Bat Sheva could not tell from the Arab’s dark expression whether Ben Zion’s threat had made an impression.
“Take their horse!” the leader commanded.
One of the Arabs grabbed the reins of Ben Zion’s horse.
“That’s robbery!” he said.
“You steal from us, we steal from you.”
With a bow, the Arab started to walk backward. When they were a safe distance away, they turned and ran back to their horses. Bat Sheva breathed in relief. The Arabs galloped away up the hillside, pulling Ben Zion’s stallion in tow.
“Now what do we do?” Bat Sheva asked.
Ben Zion pondered in silence. “First, we had better drink a lot of water, and then we will start walking back to the kibbutz.”
“On foot?” the girl asked.
“If you walked from Anatevka to Palestine, you surely can walk from here to the village.”
“I rode most of the way in our wagon,” she said.
“If I could summon a carriage for my princess I would. Since that is not possible, I suggest that we walk, unless you prefer to wait here alone while I go and fetch you a wagon.”
“No, no,” Bat Sheva said with a nervous glance at the desolate landscape. “Of course I’ll come with you.”
When they had finished drinking, Ben Zion started off across the valley and up the rocky hillside. Suddenly, his passion for Bat Sheva had vanished, and he seemed to forget the ardor which he had displayed a short time before. He strode along, plunged in his own contemplations, as if she weren’t even there. Vowing to set off in revenge, he ranted on about the need to form an army and expel the Arabs from the region. Not only had the scoundrels stolen their horse and their rifles, they had nearly killed Peter. If the kibbutz didn’t retaliate promptly, the Arabs would believe that the Jews were afraid to strike back.
Bat Sheva listened in silence. Venting his anger, Ben Zion spoke on and on about bringing hundreds of thousands of Jews to Palestine from Diasporas all over the world. He spoke about war and conquering the Turks.
“By blood and fire, the land of Judea fell, and by blood and fire, the land of Judea will rise,” he claimed, quoting the fighting creed of the Hebrew shomrim.

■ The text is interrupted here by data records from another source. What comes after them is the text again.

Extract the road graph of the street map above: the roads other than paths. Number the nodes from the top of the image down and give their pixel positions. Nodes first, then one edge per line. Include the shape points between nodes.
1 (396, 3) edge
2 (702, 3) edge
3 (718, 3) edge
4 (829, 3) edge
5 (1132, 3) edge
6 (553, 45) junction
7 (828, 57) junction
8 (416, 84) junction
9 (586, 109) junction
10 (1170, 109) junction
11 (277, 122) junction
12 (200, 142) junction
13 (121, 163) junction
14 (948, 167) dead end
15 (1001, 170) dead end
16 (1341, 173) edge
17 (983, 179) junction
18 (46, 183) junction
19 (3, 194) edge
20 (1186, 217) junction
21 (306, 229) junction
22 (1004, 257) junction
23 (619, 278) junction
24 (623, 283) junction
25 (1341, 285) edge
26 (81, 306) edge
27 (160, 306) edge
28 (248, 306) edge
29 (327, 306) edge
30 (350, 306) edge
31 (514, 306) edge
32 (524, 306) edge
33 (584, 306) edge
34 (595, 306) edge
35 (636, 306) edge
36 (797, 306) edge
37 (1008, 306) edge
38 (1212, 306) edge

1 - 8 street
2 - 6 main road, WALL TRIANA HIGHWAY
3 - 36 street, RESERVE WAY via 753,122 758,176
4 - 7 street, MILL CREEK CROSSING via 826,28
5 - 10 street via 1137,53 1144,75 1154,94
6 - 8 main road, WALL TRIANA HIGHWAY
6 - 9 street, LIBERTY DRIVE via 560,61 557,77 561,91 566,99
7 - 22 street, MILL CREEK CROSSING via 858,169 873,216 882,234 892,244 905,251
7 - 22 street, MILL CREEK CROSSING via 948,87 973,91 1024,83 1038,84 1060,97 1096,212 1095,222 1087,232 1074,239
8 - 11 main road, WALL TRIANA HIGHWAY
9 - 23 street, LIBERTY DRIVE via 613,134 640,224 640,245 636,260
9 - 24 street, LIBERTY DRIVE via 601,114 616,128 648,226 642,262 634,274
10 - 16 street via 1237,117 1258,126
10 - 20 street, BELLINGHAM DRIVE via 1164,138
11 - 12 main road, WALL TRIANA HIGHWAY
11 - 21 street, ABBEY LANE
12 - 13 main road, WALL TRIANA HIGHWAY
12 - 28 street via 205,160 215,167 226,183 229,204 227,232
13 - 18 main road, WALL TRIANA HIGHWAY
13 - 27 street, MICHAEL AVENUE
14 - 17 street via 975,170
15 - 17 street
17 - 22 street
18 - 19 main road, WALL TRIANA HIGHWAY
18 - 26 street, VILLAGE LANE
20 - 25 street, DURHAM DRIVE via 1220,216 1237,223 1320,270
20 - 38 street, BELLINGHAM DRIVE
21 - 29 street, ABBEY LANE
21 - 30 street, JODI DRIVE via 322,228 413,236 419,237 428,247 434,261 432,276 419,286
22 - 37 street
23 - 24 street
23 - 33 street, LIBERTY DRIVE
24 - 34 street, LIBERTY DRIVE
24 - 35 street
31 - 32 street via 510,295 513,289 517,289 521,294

As he led the way back to Shoshana, he described the day when Jewish labor would transform the deserted wasteland into blossoming gardens and fields. The land of Zion would be not only a physical refuge for all of the Jews, but a cultural refuge as well. A new spiritual renaissance was beginning, proclaiming the rebirth of the Jews, who, instead of being the downtrodden Jews of the ghetto, would be proud and upright Israelis. Hard work and sacrifice were in order, and the willingness to fight for the new Jewish State.

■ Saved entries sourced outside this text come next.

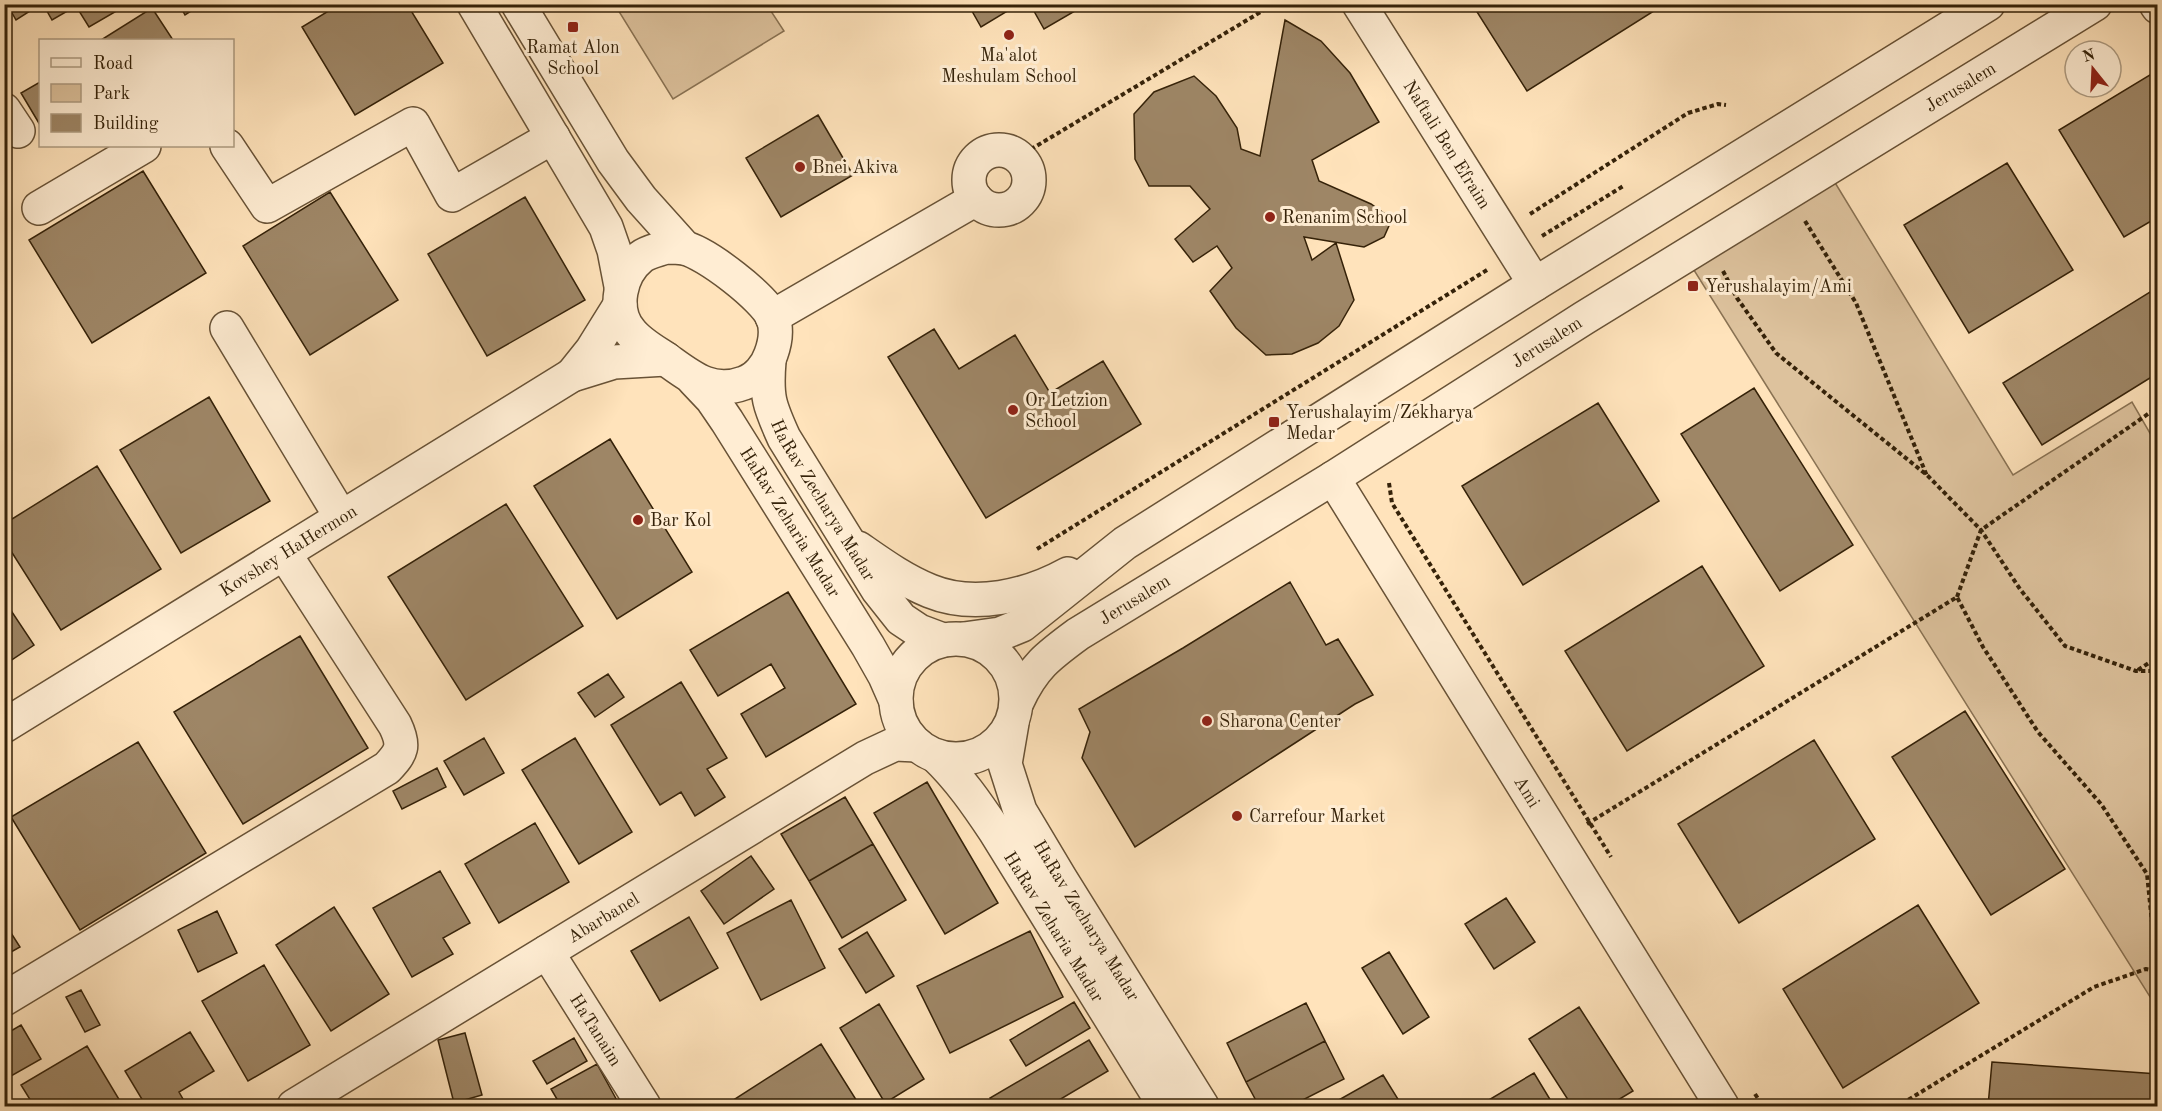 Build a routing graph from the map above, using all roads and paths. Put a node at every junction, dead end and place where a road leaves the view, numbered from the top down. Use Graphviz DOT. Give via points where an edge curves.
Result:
graph roads {
  1 [pos="474,4"];
  2 [pos="518,4"];
  3 [pos="1274,4"];
  4 [pos="1359,4"];
  5 [pos="1988,4"];
  6 [pos="2095,4"];
  7 [pos="1726,105"];
  8 [pos="554,137"];
  9 [pos="142,147"];
  10 [pos="228,147"];
  11 [pos="1018,157"];
  12 [pos="1627,184"];
  13 [pos="39,208"];
  14 [pos="1801,215"];
  15 [pos="1509,242"];
  16 [pos="1709,243"];
  17 [pos="685,248"];
  18 [pos="1535,284"];
  19 [pos="621,295"];
  20 [pos="772,317"];
  21 [pos="227,328"];
  22 [pos="666,359"];
  23 [pos="769,361"];
  24 [pos="572,375"];
  25 [pos="694,380"];
  26 [pos="2157,407"];
  27 [pos="1382,445"];
  28 [pos="1928,476"];
  29 [pos="1333,477"];
  30 [pos="341,517"];
  31 [pos="1981,530"];
  32 [pos="848,540"];
  33 [pos="1125,543"];
  34 [pos="1034,551"];
  35 [pos="284,553"];
  36 [pos="1957,597"];
  37 [pos="954,639"];
  38 [pos="2157,657"];
  39 [pos="2136,671"];
  40 [pos="2157,671"];
  41 [pos="896,701"];
  42 [pos="1015,712"];
  43 [pos="4,726"];
  44 [pos="926,750"];
  45 [pos="1590,822"];
  46 [pos="1558,841"];
  47 [pos="1613,861"];
  48 [pos="547,952"];
  49 [pos="4,999"];
  50 [pos="1751,1087"];
  51 [pos="1710,1102"];
  52 [pos="294,1107"];
  53 [pos="644,1107"];
  54 [pos="1165,1107"];
  55 [pos="1202,1107"];
  56 [pos="1763,1107"];
  57 [pos="1898,1107"];
  1 -- 8 [label="street"];
  2 -- 17 [label="street" via="613,161"];
  3 -- 11 [label="path"];
  4 -- 15 [label="street, Naftali Ben Efraim"];
  5 -- 18 [label="street"];
  6 -- 16 [label="street, Jerusalem"];
  7 -- 15 [label="path" via="1688,113"];
  8 -- 10 [label="street" via="452,195 413,124 267,206"];
  8 -- 19 [label="street" via="606,227"];
  9 -- 13 [label="street"];
  11 -- 20 [label="street" via="1029,178 1023,198 1015,205 993,209 976,199"];
  12 -- 15 [label="path"];
  14 -- 28 [label="path" via="1856,303"];
  15 -- 18 [label="street, Naftali Ben Efraim"];
  15 -- 34 [label="path"];
  16 -- 27 [label="street, Jerusalem"];
  16 -- 28 [label="path" via="1737,298 1776,353"];
  17 -- 19 [label="street" via="666,247 642,256 629,269"];
  17 -- 20 [label="street" via="702,255 752,292"];
  18 -- 33 [label="street"];
  19 -- 22 [label="street" via="630,331"];
  19 -- 24 [label="street, Kovshey HaHermon" via="592,350"];
  20 -- 23 [label="street" via="775,344"];
  21 -- 30 [label="street"];
  22 -- 24 [label="street, Kovshey HaHermon" via="614,362"];
  22 -- 25 [label="street"];
  23 -- 25 [label="street" via="752,379 729,388"];
  23 -- 32 [label="street, HaRav Zecharya Madar" via="767,391 772,412"];
  24 -- 30 [label="street, Kovshey HaHermon"];
  25 -- 41 [label="street, HaRav Zeharia Madar" via="712,399 845,609"];
  26 -- 31 [label="path"];
  27 -- 29 [label="street, Jerusalem"];
  27 -- 45 [label="path" via="1392,503"];
  28 -- 31 [label="path"];
  29 -- 42 [label="street, Jerusalem" via="1048,655 1026,684"];
  29 -- 46 [label="street, Ami"];
  30 -- 35 [label="street, Kovshey HaHermon"];
  31 -- 36 [label="path"];
  31 -- 39 [label="path" via="2020,589 2065,646"];
  32 -- 33 [label="street" via="890,571 932,592 977,599 1010,596 1047,586"];
  32 -- 37 [label="street, HaRav Zecharya Madar" via="901,619 919,631"];
  33 -- 37 [label="street" via="1022,625 1000,634"];
  35 -- 43 [label="street, Kovshey HaHermon"];
  35 -- 49 [label="street" via="395,725 402,738 400,753 387,768"];
  36 -- 45 [label="path"];
  36 -- 57 [label="path" via="1983,647 2038,732 2101,804 2147,874 2157,971 2146,969 2094,987"];
  37 -- 41 [label="street" via="927,645 914,656 903,669"];
  37 -- 42 [label="street" via="982,644 1009,667 1016,684"];
  38 -- 39 [label="path"];
  39 -- 40 [label="path"];
  41 -- 44 [label="street" via="898,718 906,733"];
  42 -- 44 [label="street" via="1002,738 980,754 954,759"];
  42 -- 55 [label="street, HaRav Zecharya Madar" via="1005,764 1020,811"];
  44 -- 48 [label="street, Abarbanel" via="896,744 865,758"];
  44 -- 54 [label="street, HaRav Zeharia Madar" via="949,768 995,831"];
  45 -- 46 [label="path"];
  45 -- 47 [label="path"];
  46 -- 51 [label="street, Ami"];
  48 -- 52 [label="street, Abarbanel"];
  48 -- 53 [label="street, HaTanaim"];
  50 -- 56 [label="path"];
}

Bat Sheva grew tired of listening. Never once did he speak about her. Never once did he mention the word marriage. Never once did he mention the day when they would build their own family. She realized that their future together, if it existed at all in his dreams, was only a detail in Ben Zion’s magnanimous plans for the Jews. He continued on with his lecture, as if forgetting that she were still at his side. When she stopped to rest, he kept right on walking and talking. Finally, he seemed to recall. He stopped and looked around for the girl.

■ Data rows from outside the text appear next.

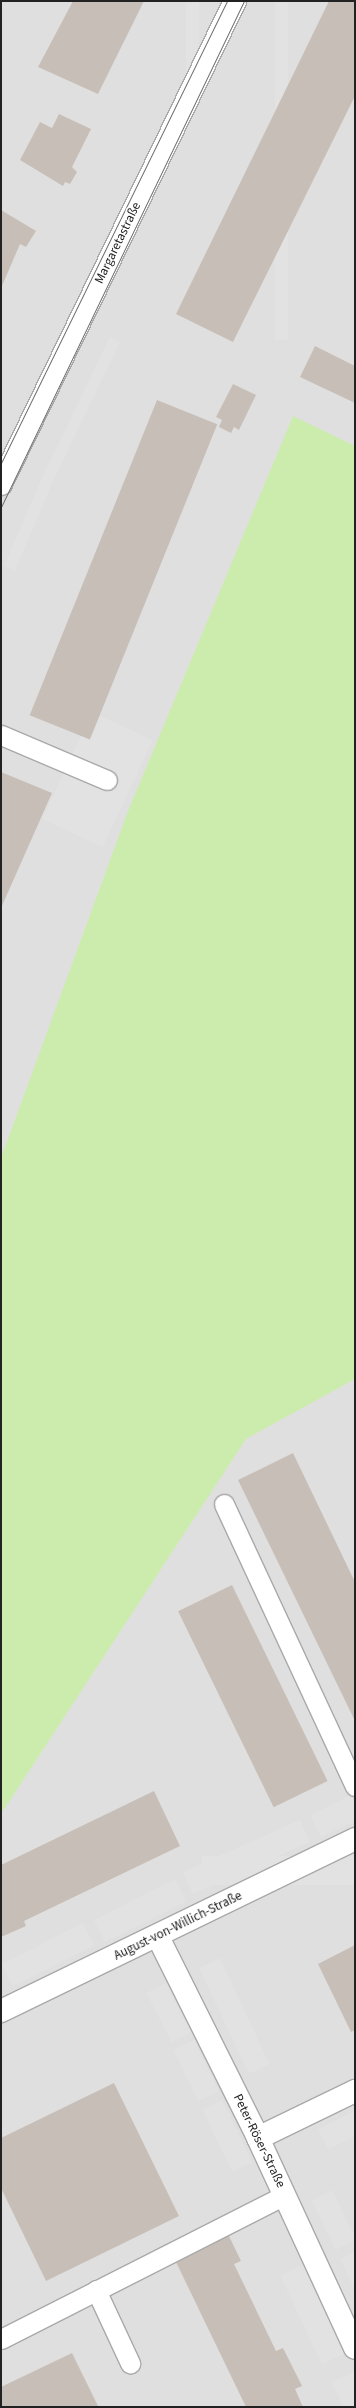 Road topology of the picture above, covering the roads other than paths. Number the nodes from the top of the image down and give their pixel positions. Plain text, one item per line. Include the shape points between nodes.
1 (235, 1) edge
2 (1, 484) edge
3 (1, 735) edge
4 (107, 780) dead end
5 (224, 1504) dead end
6 (355, 1786) edge
7 (355, 1839) edge
8 (158, 1937) junction
9 (1, 2011) edge
10 (355, 2091) edge
11 (258, 2138) junction
12 (285, 2195) junction
13 (96, 2290) junction
14 (1, 2339) edge
15 (355, 2348) edge
16 (130, 2363) dead end

1 - 2 street, Margaretastraße
3 - 4 lane
5 - 6 lane
7 - 8 street, August-von-Willich-Straße
8 - 9 street, August-von-Willich-Straße
8 - 11 street, Peter-Röser-Straße
10 - 11 street
11 - 12 street, Peter-Röser-Straße
12 - 13 lane
12 - 15 street, Peter-Röser-Straße
13 - 14 lane
13 - 16 lane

“Bat Sheva,” he called. “Bat Sheva?”
She was hiding behind a large boulder. When his calls became urgent, she stood up and stepped into view.
“What are you doing?” he asked.
“I wanted to see if you remembered that I was still with you.”
Ben Zion blushed. “Sometimes I get carried away,” he admitted. “Though my dreams may sound like wishful thinking, I can envision the future before my eyes as if it were already happening. If only Jews the world over would wake up and rally behind the Zionist banner.”
“You don’t have to apologize,” she said. “I know it means a lot to you.”
“To all of us,” he said, holding out his hand.
“We had better not,” she said. “We are close to the kibbutz, and I wouldn’t want Sonia to see.”